* _WHAT IS NEEDED_: Show every line from the entries that follow which holds the word "Margarita".

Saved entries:
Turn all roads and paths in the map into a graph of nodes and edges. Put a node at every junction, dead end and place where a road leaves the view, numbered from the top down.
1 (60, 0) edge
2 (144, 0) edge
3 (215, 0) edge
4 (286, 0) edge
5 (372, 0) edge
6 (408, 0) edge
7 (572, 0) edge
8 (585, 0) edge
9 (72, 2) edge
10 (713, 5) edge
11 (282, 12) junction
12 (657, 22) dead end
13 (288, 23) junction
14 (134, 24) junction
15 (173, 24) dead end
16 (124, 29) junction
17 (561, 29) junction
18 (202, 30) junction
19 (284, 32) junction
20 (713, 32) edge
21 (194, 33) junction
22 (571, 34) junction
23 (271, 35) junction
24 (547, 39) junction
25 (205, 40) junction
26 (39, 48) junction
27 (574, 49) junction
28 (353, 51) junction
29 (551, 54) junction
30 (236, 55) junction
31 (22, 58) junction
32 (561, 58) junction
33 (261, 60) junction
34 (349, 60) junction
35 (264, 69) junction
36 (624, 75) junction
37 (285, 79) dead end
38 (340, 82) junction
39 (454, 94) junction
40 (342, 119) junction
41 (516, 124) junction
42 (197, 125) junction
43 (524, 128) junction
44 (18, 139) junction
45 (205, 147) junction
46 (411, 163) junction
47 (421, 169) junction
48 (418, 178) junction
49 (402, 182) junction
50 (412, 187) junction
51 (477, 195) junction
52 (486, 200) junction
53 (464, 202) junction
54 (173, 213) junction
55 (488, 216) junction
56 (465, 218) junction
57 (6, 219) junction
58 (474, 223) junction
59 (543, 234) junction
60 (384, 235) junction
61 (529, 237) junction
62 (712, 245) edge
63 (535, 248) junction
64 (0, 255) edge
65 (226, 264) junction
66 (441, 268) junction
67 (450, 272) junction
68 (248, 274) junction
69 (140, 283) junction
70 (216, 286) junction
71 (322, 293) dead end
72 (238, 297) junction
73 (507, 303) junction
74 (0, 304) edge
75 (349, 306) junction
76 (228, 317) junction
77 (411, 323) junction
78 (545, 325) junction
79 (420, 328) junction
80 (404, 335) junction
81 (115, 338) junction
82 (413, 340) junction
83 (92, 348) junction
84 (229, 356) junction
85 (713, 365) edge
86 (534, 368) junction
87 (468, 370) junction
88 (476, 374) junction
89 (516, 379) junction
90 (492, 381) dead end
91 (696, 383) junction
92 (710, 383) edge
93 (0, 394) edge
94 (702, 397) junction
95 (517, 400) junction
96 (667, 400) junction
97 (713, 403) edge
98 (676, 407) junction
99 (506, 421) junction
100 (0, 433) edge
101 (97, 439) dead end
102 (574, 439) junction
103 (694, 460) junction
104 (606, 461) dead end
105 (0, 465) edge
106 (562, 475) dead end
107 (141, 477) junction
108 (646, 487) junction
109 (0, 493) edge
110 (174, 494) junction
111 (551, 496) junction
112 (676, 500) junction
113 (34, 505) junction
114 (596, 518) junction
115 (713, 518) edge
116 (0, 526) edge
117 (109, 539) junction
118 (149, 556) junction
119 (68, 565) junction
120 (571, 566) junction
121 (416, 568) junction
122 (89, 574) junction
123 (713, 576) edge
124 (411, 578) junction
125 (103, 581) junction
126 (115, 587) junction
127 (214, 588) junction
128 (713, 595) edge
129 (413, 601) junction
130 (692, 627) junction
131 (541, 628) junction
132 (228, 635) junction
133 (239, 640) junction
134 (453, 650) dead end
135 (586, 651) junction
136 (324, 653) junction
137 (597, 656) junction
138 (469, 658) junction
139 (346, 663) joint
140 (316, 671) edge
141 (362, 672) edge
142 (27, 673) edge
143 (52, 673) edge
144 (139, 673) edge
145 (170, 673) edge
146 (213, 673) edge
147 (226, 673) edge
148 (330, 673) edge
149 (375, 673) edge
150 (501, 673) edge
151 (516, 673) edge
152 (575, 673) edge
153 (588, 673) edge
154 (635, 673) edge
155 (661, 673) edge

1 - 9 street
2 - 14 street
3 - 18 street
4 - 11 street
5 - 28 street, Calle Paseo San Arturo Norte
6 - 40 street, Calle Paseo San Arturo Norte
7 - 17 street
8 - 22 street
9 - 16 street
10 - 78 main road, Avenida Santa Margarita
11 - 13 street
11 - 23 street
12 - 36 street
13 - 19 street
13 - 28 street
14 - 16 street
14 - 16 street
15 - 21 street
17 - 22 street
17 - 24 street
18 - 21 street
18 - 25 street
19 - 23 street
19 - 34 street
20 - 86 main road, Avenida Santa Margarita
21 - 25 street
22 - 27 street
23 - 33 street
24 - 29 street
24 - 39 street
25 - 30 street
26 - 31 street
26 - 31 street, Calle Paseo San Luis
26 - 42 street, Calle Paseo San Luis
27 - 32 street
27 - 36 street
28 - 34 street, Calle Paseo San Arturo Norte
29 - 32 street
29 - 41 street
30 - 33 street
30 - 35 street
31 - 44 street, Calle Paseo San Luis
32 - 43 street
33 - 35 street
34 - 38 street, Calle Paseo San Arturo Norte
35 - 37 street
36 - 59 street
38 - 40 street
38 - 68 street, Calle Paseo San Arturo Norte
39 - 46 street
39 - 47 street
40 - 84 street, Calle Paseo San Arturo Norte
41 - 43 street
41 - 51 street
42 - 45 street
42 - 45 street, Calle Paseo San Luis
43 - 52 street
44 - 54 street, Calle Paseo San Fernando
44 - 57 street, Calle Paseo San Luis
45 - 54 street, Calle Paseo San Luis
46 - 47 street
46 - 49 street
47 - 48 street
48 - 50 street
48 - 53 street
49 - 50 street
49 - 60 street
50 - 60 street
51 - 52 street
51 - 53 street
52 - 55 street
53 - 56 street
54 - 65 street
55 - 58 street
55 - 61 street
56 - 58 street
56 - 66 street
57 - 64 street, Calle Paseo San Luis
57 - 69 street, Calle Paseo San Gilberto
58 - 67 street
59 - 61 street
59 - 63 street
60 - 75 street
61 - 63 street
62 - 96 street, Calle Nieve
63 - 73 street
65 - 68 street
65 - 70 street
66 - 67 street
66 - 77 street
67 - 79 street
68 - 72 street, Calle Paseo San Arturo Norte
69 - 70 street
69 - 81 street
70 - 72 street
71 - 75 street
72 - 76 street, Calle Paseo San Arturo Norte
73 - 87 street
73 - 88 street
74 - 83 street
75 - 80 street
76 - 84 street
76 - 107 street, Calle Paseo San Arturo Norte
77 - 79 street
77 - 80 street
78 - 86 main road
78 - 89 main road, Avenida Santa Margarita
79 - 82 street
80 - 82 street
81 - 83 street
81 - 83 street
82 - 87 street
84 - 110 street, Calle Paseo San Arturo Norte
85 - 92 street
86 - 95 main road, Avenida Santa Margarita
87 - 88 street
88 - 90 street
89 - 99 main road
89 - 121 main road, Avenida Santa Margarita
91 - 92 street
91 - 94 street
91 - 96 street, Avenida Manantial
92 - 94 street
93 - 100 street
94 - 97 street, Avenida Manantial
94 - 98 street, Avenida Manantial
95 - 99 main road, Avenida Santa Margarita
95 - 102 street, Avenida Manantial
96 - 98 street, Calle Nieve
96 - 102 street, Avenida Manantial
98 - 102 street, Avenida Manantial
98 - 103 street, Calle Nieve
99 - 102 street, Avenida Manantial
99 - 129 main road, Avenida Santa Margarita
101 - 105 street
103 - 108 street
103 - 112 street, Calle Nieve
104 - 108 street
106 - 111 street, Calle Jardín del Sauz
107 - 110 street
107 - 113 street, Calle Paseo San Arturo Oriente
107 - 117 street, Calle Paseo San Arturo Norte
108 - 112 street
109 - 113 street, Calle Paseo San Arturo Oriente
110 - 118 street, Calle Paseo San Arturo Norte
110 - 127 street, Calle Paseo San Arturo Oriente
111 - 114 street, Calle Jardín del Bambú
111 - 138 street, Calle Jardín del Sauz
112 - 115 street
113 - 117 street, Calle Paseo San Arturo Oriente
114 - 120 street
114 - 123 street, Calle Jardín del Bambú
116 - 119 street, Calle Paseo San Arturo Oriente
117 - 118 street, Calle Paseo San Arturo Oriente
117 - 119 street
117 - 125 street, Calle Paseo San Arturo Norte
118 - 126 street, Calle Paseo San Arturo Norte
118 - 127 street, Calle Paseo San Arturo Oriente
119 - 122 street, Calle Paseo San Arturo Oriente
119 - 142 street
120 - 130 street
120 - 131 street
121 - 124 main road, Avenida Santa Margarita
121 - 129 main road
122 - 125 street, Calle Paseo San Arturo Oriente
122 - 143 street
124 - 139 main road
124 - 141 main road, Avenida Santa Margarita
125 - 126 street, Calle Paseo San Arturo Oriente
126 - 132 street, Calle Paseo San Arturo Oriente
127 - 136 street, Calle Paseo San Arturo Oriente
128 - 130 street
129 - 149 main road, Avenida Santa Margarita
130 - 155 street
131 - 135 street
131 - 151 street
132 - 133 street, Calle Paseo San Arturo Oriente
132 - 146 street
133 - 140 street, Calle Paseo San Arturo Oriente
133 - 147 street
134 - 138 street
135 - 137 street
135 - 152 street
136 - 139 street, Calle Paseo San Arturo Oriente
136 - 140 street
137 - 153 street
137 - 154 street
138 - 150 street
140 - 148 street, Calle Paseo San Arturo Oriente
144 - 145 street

* _FINISHED TASK_:
10 - 78 main road, Avenida Santa Margarita
20 - 86 main road, Avenida Santa Margarita
78 - 89 main road, Avenida Santa Margarita
86 - 95 main road, Avenida Santa Margarita
89 - 121 main road, Avenida Santa Margarita
95 - 99 main road, Avenida Santa Margarita
99 - 129 main road, Avenida Santa Margarita
121 - 124 main road, Avenida Santa Margarita
124 - 141 main road, Avenida Santa Margarita
129 - 149 main road, Avenida Santa Margarita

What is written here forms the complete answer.